**Material provided**
"""

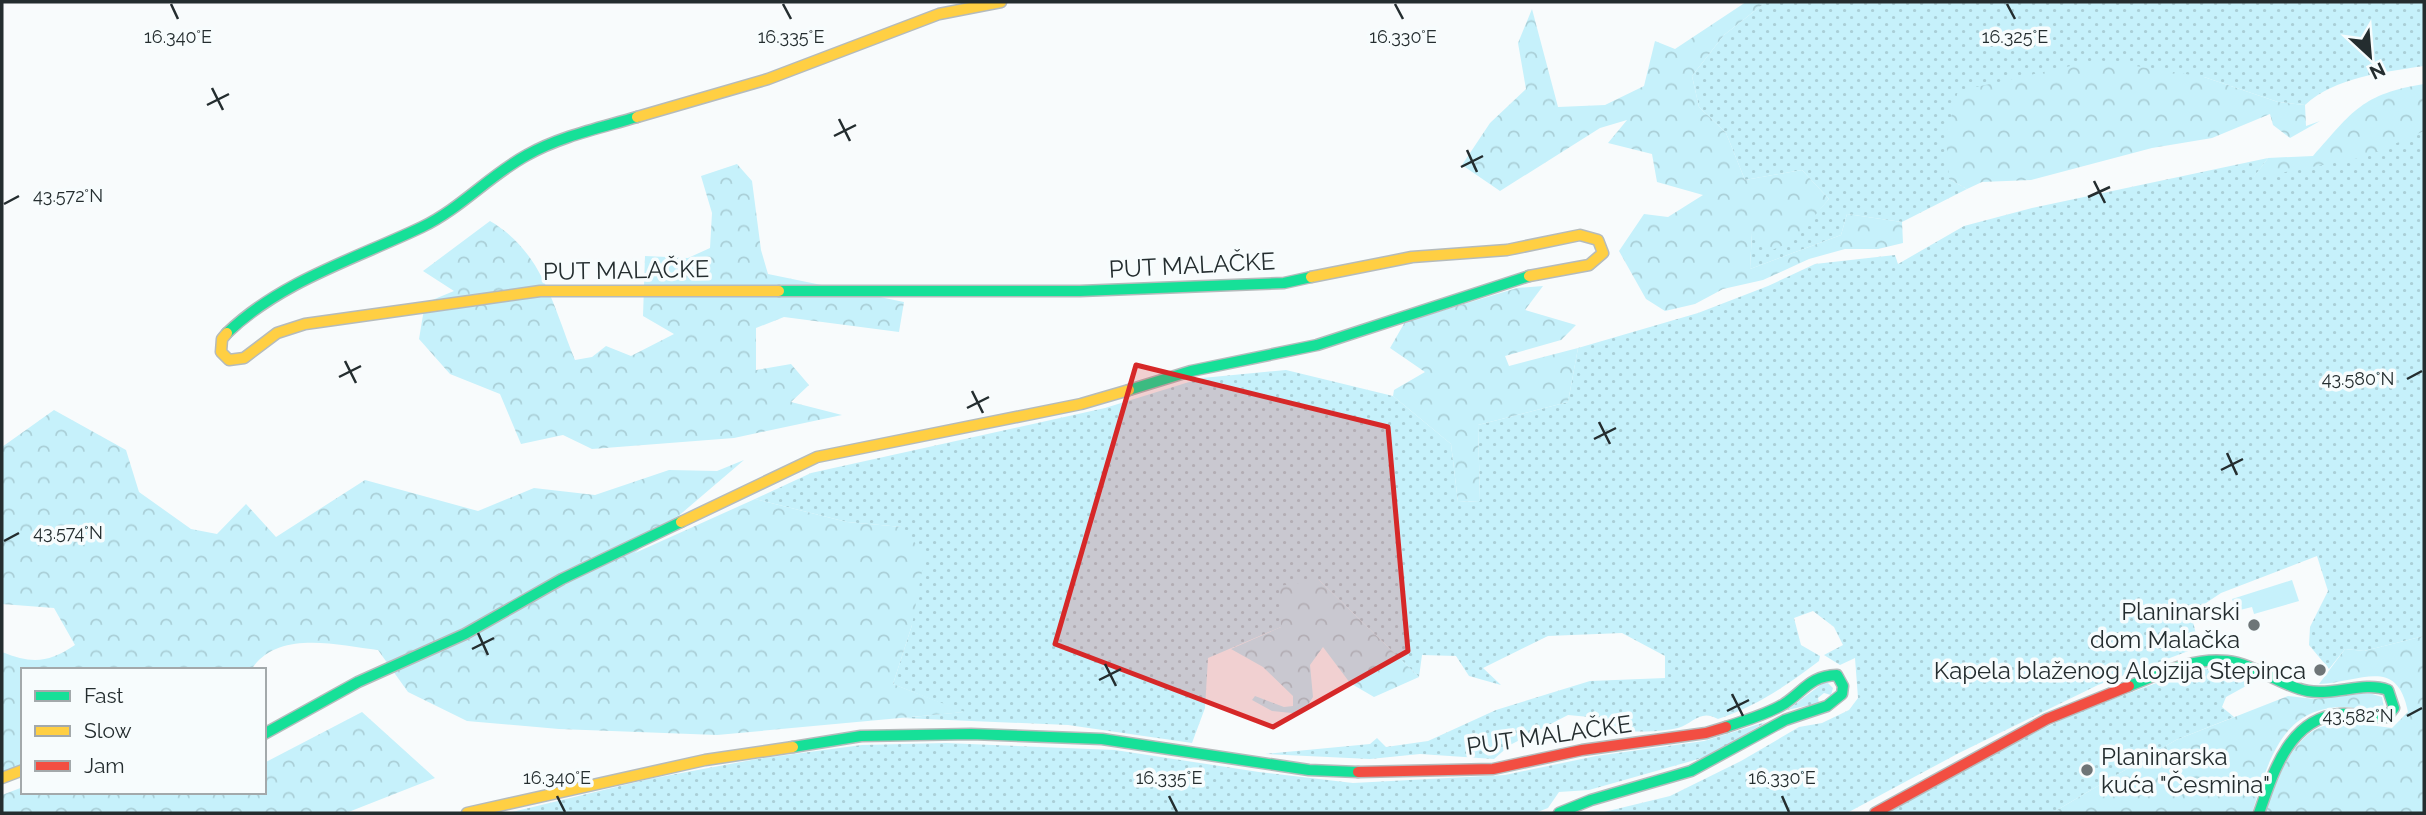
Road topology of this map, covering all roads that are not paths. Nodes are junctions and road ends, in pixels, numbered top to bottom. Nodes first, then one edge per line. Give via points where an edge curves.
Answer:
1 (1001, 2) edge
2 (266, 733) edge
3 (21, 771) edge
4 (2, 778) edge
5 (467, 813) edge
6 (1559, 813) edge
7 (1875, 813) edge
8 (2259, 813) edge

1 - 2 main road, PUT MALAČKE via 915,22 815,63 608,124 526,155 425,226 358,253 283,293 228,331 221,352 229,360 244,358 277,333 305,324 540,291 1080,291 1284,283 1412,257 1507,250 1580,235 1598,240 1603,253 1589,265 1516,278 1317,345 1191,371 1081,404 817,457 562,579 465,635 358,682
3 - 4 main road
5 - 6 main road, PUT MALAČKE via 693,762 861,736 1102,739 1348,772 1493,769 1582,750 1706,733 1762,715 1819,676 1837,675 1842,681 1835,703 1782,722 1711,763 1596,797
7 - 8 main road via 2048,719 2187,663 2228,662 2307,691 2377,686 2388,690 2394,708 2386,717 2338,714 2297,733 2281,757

"""

**Exercise instructions**
Hand back the records above exactly as they are, pictures excluded.

**Task response**
Road topology of this map, covering all roads that are not paths. Nodes are junctions and road ends, in pixels, numbered top to bottom. Nodes first, then one edge per line. Give via points where an edge curves.
Answer:
1 (1001, 2) edge
2 (266, 733) edge
3 (21, 771) edge
4 (2, 778) edge
5 (467, 813) edge
6 (1559, 813) edge
7 (1875, 813) edge
8 (2259, 813) edge

1 - 2 main road, PUT MALAČKE via 915,22 815,63 608,124 526,155 425,226 358,253 283,293 228,331 221,352 229,360 244,358 277,333 305,324 540,291 1080,291 1284,283 1412,257 1507,250 1580,235 1598,240 1603,253 1589,265 1516,278 1317,345 1191,371 1081,404 817,457 562,579 465,635 358,682
3 - 4 main road
5 - 6 main road, PUT MALAČKE via 693,762 861,736 1102,739 1348,772 1493,769 1582,750 1706,733 1762,715 1819,676 1837,675 1842,681 1835,703 1782,722 1711,763 1596,797
7 - 8 main road via 2048,719 2187,663 2228,662 2307,691 2377,686 2388,690 2394,708 2386,717 2338,714 2297,733 2281,757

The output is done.